Jurors spent a lot of time dissecting the "culpable negligence" requirement for conviction, Ploussard said. The defence also argued Castile was high on marijuana and said that affected his actions. His statement made no mention of Yanez, but noted that "thousands" of police officers are "working to correct the injustices in our state".

The video shows that, in the moments before Castile died, a calm Reynolds tells him "stay with me", and then explains they had been pulled over for a broken tail light.

Castile was bleeding heavily in the Facebook video but managed to say he wasn't reaching for his gun, which he had a permit to carry. "Very hard", Ploussard said. When Kauser said, "I don't know what (Castile) was reaching for", Paulsen replied, "Exactly".

Castile was shot in the chest seven times during a traffic stop.

Yanez approached the auto window and asked Castile for his license and proof of insurance, which the driver handed over, the complaint states.

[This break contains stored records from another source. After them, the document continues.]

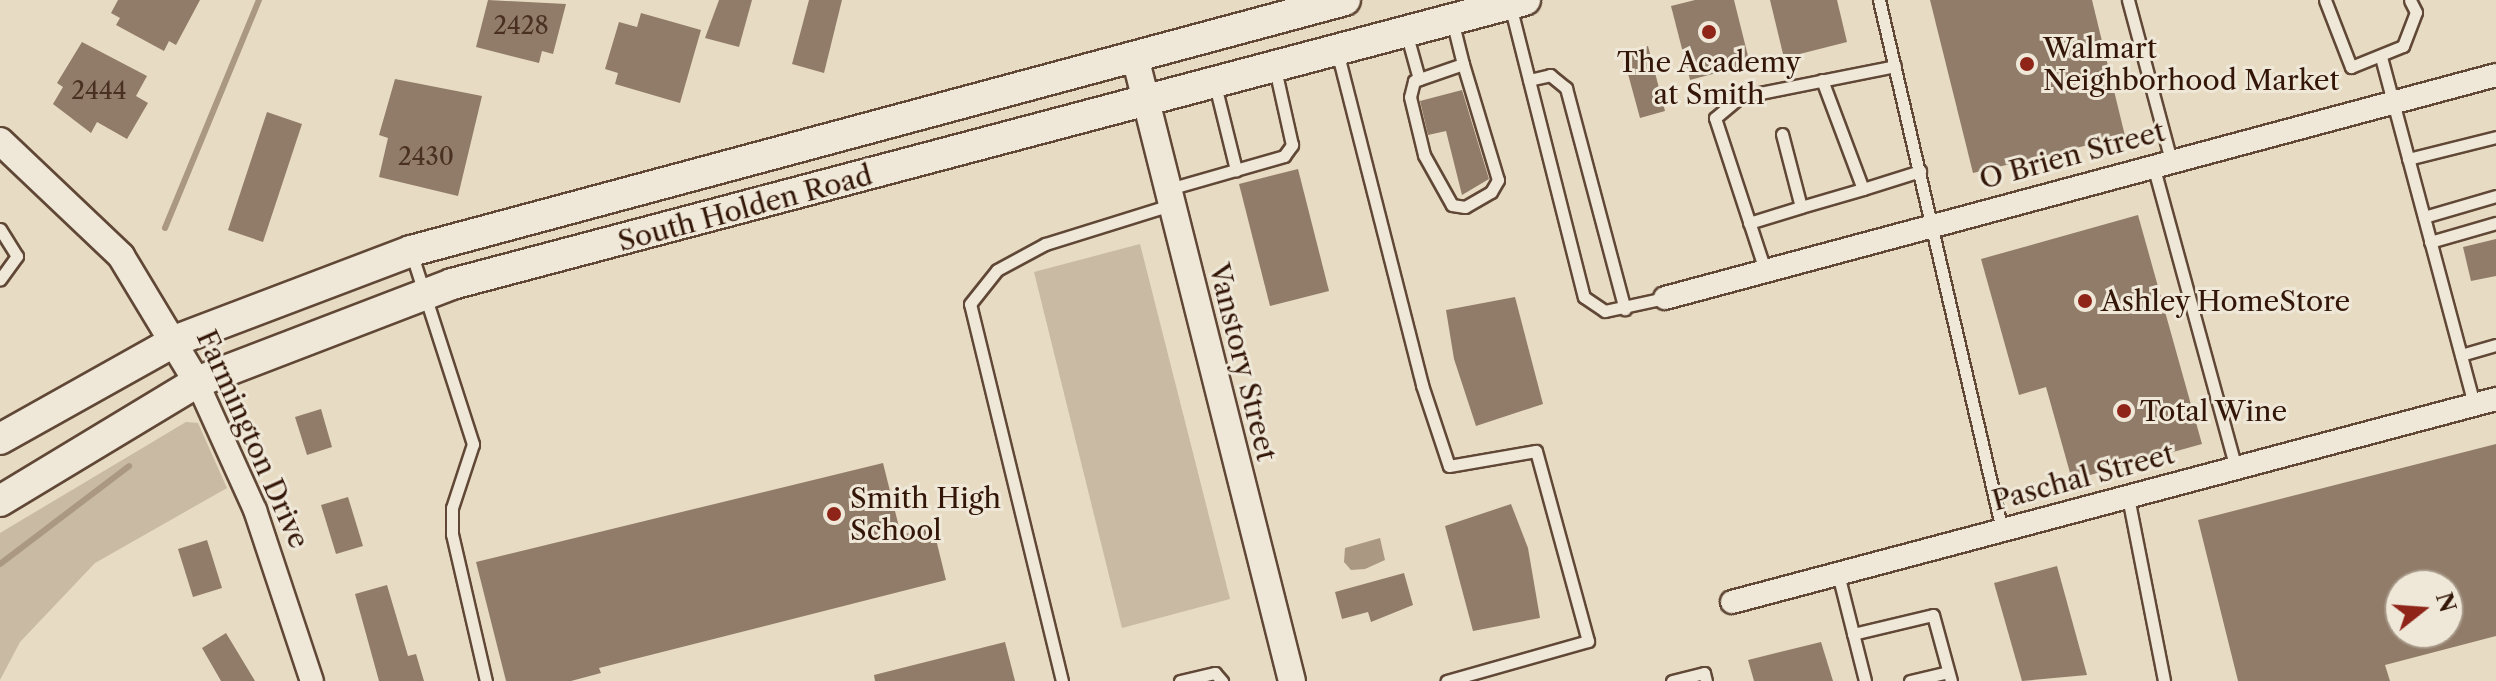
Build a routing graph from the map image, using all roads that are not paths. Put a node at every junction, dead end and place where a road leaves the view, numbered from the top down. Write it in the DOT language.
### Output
graph roads {
  1 [pos="1345,0"];
  2 [pos="1879,0"];
  3 [pos="2128,0"];
  4 [pos="2325,0"];
  5 [pos="2410,0"];
  6 [pos="1517,2"];
  7 [pos="1449,10"];
  8 [pos="1406,32"];
  9 [pos="1337,51"];
  10 [pos="1135,57"];
  11 [pos="2381,57"];
  12 [pos="1463,64"];
  13 [pos="1895,66"];
  14 [pos="1275,68"];
  15 [pos="2496,75"];
  16 [pos="1419,79"];
  17 [pos="1529,80"];
  18 [pos="1822,80"];
  19 [pos="1215,85"];
  20 [pos="2393,101"];
  21 [pos="1144,104"];
  22 [pos="1782,134"];
  23 [pos="2496,137"];
  24 [pos="0,141"];
  25 [pos="2408,159"];
  26 [pos="2162,162"];
  27 [pos="1236,170"];
  28 [pos="1920,171"];
  29 [pos="1863,189"];
  30 [pos="2496,196"];
  31 [pos="1168,198"];
  32 [pos="1801,207"];
  33 [pos="2424,217"];
  34 [pos="1749,223"];
  35 [pos="1933,223"];
  36 [pos="2496,223"];
  37 [pos="0,229"];
  38 [pos="2430,242"];
  39 [pos="411,251"];
  40 [pos="1764,267"];
  41 [pos="0,279"];
  42 [pos="425,293"];
  43 [pos="1665,298"];
  44 [pos="1625,309"];
  45 [pos="177,340"];
  46 [pos="2496,345"];
  47 [pos="2461,355"];
  48 [pos="197,382"];
  49 [pos="2485,402"];
  50 [pos="0,439"];
  51 [pos="2236,468"];
  52 [pos="2128,497"];
  53 [pos="0,501"];
  54 [pos="2002,530"];
  55 [pos="1838,574"];
  56 [pos="1732,602"];
  57 [pos="1853,634"];
  58 [pos="1950,676"];
  59 [pos="312,681"];
  60 [pos="486,681"];
  61 [pos="1062,681"];
  62 [pos="1180,681"];
  63 [pos="1222,681"];
  64 [pos="1292,681"];
  65 [pos="1447,681"];
  66 [pos="1672,681"];
  67 [pos="1706,681"];
  68 [pos="1865,681"];
  69 [pos="1910,681"];
  70 [pos="2164,681"];
  1 -- 10 [label="main road, South Holden Road"];
  2 -- 13 [label="lane"];
  3 -- 26 [label="lane"];
  4 -- 11 [label="lane"];
  5 -- 11 [label="lane"];
  6 -- 7 [label="main road, South Holden Road"];
  6 -- 17 [label="lane"];
  7 -- 8 [label="main road, South Holden Road"];
  7 -- 12 [label="lane"];
  8 -- 9 [label="main road, South Holden Road"];
  8 -- 16 [label="lane"];
  9 -- 14 [label="main road, South Holden Road"];
  9 -- 65 [label="lane"];
  10 -- 21 [label="street, Vanstory Street"];
  10 -- 39 [label="main road, South Holden Road"];
  11 -- 20 [label="lane"];
  12 -- 16 [label="lane"];
  12 -- 16 [label="lane"];
  13 -- 18 [label="lane"];
  13 -- 28 [label="lane"];
  14 -- 19 [label="main road, South Holden Road"];
  14 -- 27 [label="lane"];
  15 -- 20 [label="street, O Brien Street"];
  17 -- 44 [label="lane"];
  17 -- 44 [label="lane"];
  18 -- 29 [label="lane"];
  18 -- 34 [label="lane"];
  19 -- 21 [label="main road, South Holden Road"];
  19 -- 27 [label="lane"];
  20 -- 25 [label="lane"];
  20 -- 26 [label="street, O Brien Street"];
  21 -- 31 [label="street, Vanstory Street"];
  21 -- 42 [label="main road, South Holden Road"];
  22 -- 32 [label="lane"];
  23 -- 25 [label="lane"];
  24 -- 45 [label="street, Farmington Drive"];
  25 -- 33 [label="lane"];
  26 -- 35 [label="street, O Brien Street"];
  26 -- 51 [label="lane"];
  27 -- 31 [label="lane"];
  28 -- 29 [label="lane"];
  28 -- 35 [label="lane"];
  29 -- 32 [label="lane"];
  30 -- 33 [label="lane"];
  31 -- 61 [label="lane"];
  31 -- 64 [label="street, Vanstory Street"];
  32 -- 34 [label="lane"];
  33 -- 38 [label="lane"];
  34 -- 40 [label="lane"];
  35 -- 40 [label="street, O Brien Street"];
  35 -- 54 [label="lane"];
  36 -- 38 [label="lane"];
  37 -- 41 [label="lane"];
  38 -- 47 [label="lane"];
  39 -- 42 [label="lane"];
  39 -- 45 [label="main road, South Holden Road"];
  40 -- 43 [label="street, O Brien Street"];
  42 -- 48 [label="main road, South Holden Road"];
  42 -- 60 [label="lane"];
  43 -- 44 [label="lane"];
  45 -- 48 [label="street, Farmington Drive"];
  45 -- 50 [label="main road, South Holden Road"];
  46 -- 47 [label="lane"];
  47 -- 49 [label="lane"];
  48 -- 53 [label="main road, South Holden Road"];
  48 -- 59 [label="street, Farmington Drive"];
  49 -- 51 [label="street, Paschal Street"];
  51 -- 52 [label="street, Paschal Street"];
  52 -- 54 [label="street, Paschal Street"];
  52 -- 70 [label="lane"];
  54 -- 55 [label="street, Paschal Street"];
  55 -- 56 [label="street, Paschal Street"];
  55 -- 57 [label="lane"];
  57 -- 58 [label="lane"];
  57 -- 68 [label="lane"];
  58 -- 69 [label="lane"];
  62 -- 63 [label="lane"];
  66 -- 67 [label="lane"];
}
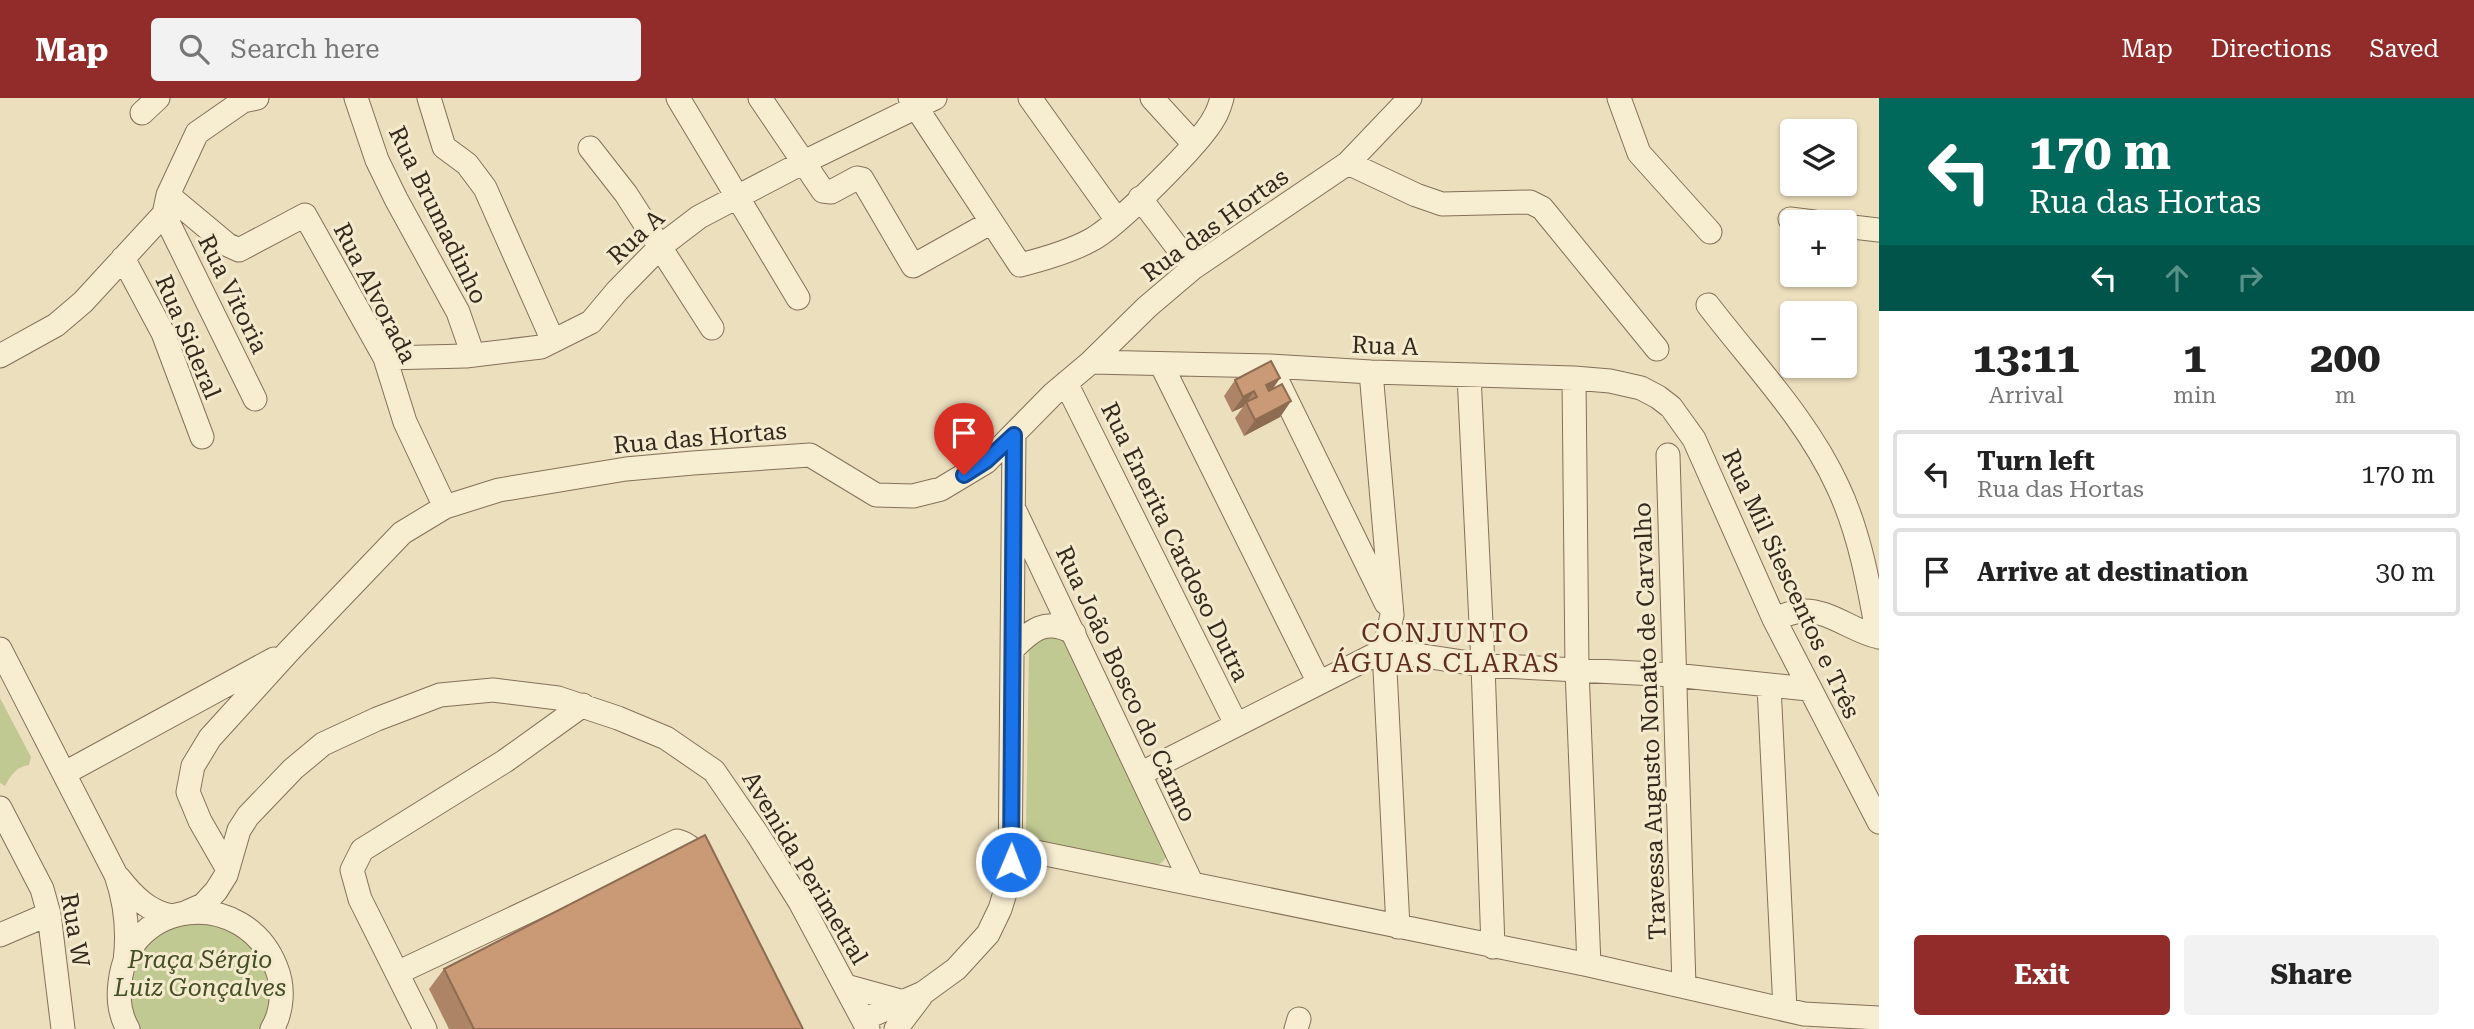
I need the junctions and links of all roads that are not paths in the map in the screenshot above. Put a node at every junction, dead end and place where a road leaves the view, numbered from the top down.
1 (255, 98) edge
2 (356, 98) edge
3 (429, 98) edge
4 (678, 98) edge
5 (761, 98) edge
6 (1030, 98) edge
7 (1152, 98) edge
8 (1222, 98) edge
9 (1410, 98) edge
10 (1619, 98) edge
11 (921, 102) edge
12 (1194, 144) junction
13 (590, 148) dead end
14 (804, 162) junction
15 (1348, 163) junction
16 (737, 197) junction
17 (1140, 198) junction
18 (166, 204) junction
19 (1117, 220) junction
20 (990, 223) junction
21 (1857, 227) edge
22 (1879, 230) edge
23 (1710, 232) dead end
24 (661, 246) junction
25 (123, 258) junction
26 (1193, 268) junction
27 (798, 299) dead end
28 (1707, 305) dead end
29 (712, 328) dead end
30 (553, 341) junction
31 (1657, 349) dead end
32 (473, 355) junction
33 (0, 356) edge
34 (385, 358) junction
35 (1091, 362) junction
36 (1161, 364) junction
37 (1270, 366) junction
38 (1371, 372) junction
39 (1469, 375) junction
40 (1574, 377) junction
41 (1066, 383) junction
42 (256, 399) dead end
43 (1671, 407) joint
44 (1014, 435) junction
45 (202, 438) dead end
46 (1668, 455) dead end
47 (1012, 506) junction
48 (445, 507) junction
49 (1392, 615) junction
50 (1774, 619) junction
51 (1073, 633) junction
52 (1879, 637) edge
53 (0, 649) edge
54 (289, 650) junction
55 (1012, 650) junction
56 (1384, 650) junction
57 (1483, 665) junction
58 (1577, 670) junction
59 (1674, 675) junction
60 (1319, 683) junction
61 (1769, 686) junction
62 (1808, 689) junction
63 (583, 705) junction
64 (1236, 724) junction
65 (65, 773) junction
66 (1140, 774) junction
67 (3, 820) edge
68 (1879, 822) edge
69 (1011, 847) junction
70 (227, 871) junction
71 (116, 875) junction
72 (1192, 884) junction
73 (712, 885) edge
74 (50, 914) junction
75 (179, 914) junction
76 (1398, 927) junction
77 (255, 933) junction
78 (0, 935) edge
79 (1493, 947) junction
80 (125, 961) junction
81 (1589, 965) junction
82 (397, 973) junction
83 (846, 986) junction
84 (1684, 986) junction
85 (914, 998) junction
86 (1785, 1009) junction
87 (1879, 1018) edge
88 (866, 1024) edge
89 (127, 1027) edge
90 (63, 1029) edge
91 (272, 1029) edge
92 (425, 1029) edge
93 (896, 1029) edge

1 - 18 street
2 - 32 street, Rua Brumadinho
3 - 30 street
4 - 16 street
5 - 14 street
6 - 19 street
7 - 12 street
8 - 12 street
9 - 15 street, Rua das Hortas
10 - 23 street
11 - 14 street, Rua A
11 - 20 street
12 - 17 street
13 - 24 street
14 - 16 street, Rua A
14 - 20 street
15 - 26 street, Rua das Hortas
15 - 31 street
16 - 24 street, Rua A
16 - 27 street
17 - 19 street
17 - 26 street
18 - 25 street
18 - 34 street, Rua Alvorada
18 - 42 street, Rua Vitoria
19 - 20 street
21 - 22 street
24 - 29 street
24 - 30 street, Rua A
25 - 33 street
25 - 45 street, Rua Sideral
26 - 35 street, Rua das Hortas
28 - 52 street
30 - 32 street, Rua A
32 - 34 street, Rua A
34 - 48 street, Rua Alvorada
35 - 36 street, Rua A
35 - 41 street, Rua das Hortas
36 - 37 street, Rua A
36 - 60 street
37 - 38 street, Rua A
37 - 49 street
38 - 39 street, Rua A
38 - 49 street
39 - 40 street, Rua A
39 - 57 street
40 - 43 street, Rua A
40 - 58 street
41 - 44 street, Rua das Hortas
41 - 64 street, Rua Enerita Cardoso Dutra
43 - 50 street, Rua Mil Siescentos e Três
44 - 47 street
44 - 48 street, Rua das Hortas
46 - 59 street, Travessa Augusto Nonato de Carvalho
47 - 51 street, Rua João Bosco do Carmo
47 - 55 street
48 - 54 street, Rua das Hortas
49 - 56 street
50 - 52 street
50 - 62 street, Rua Mil Siescentos e Três
51 - 55 street
51 - 66 street, Rua João Bosco do Carmo
53 - 65 street
54 - 65 street
54 - 70 street, Rua das Hortas
55 - 69 street
56 - 57 street
56 - 60 street
56 - 76 street
57 - 58 street
57 - 79 street
58 - 59 street
58 - 81 street
59 - 61 street
59 - 84 street, Travessa Augusto Nonato de Carvalho
60 - 64 street
61 - 62 street
61 - 86 street
62 - 68 street, Rua Mil Siescentos e Três
63 - 70 street, Avenida Perimetral
63 - 82 street
63 - 83 street, Avenida Perimetral
64 - 66 street
65 - 71 street
66 - 72 street, Rua João Bosco do Carmo
67 - 74 street, Rua W
69 - 72 street
69 - 85 street
70 - 75 street, Avenida Perimetral
70 - 77 street
71 - 75 street
71 - 80 street
72 - 76 street
73 - 82 street
74 - 78 street
74 - 90 street, Rua W
75 - 77 street
75 - 80 street, Avenida Perimetral
76 - 79 street
77 - 91 street
79 - 81 street
80 - 89 street
81 - 84 street
82 - 92 street
83 - 85 street
83 - 88 street, Avenida Perimetral
84 - 86 street
85 - 88 street
85 - 93 street
86 - 87 street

- A Minnesota police officer, whose fatal shooting of a black motorist transfixed the nation when his girlfriend livestreamed the aftermath, was acquitted of all charges Friday.

He was also accused of endangering Castile's girlfriend and her then 4-year-old daughter by firing his gun into the auto as they sat next to Castile.

Family members weren't the only ones left struggling with the verdict, and a sense that justice was not served.

Following the verdict, Yanez was sacked by the police department.

A jury of 12 jurors, two of them black, made a decision to clear Yanez of his manslaughter and reckless discharge of a firearm charges.

But Ramsey County District Court Judge William H. Leary III denied the request without elaborating, saying the reasons aren't "important to share right now".

"If someone were just about to reach in their pocket and pull out a gun and shoot an officer, that's the last thing they would say", Paulsen said. There is shouting, and Yanez screams, "Don't pull it out!" before he fires seven shots into the auto, five of which hit Castile. Prosecutors argue he overreacted to a man who wasn't a threat. A day earlier, an officer in Baton Rouge shot and killed Alton Sterling, another encounter captured on a video that quickly went viral.

Daly and Tamburino could not recall a case where testimony was reread to jurors after deliberations began. "Because if the government can take your life and no one is held responsible, you are a second-class citizen, if not fully dehumanized in the eyes of the law". But defense attorneys called their own witnesses to back up Yanez's claim that he saw Castile pulling the gun and that Yanez was right to shoot.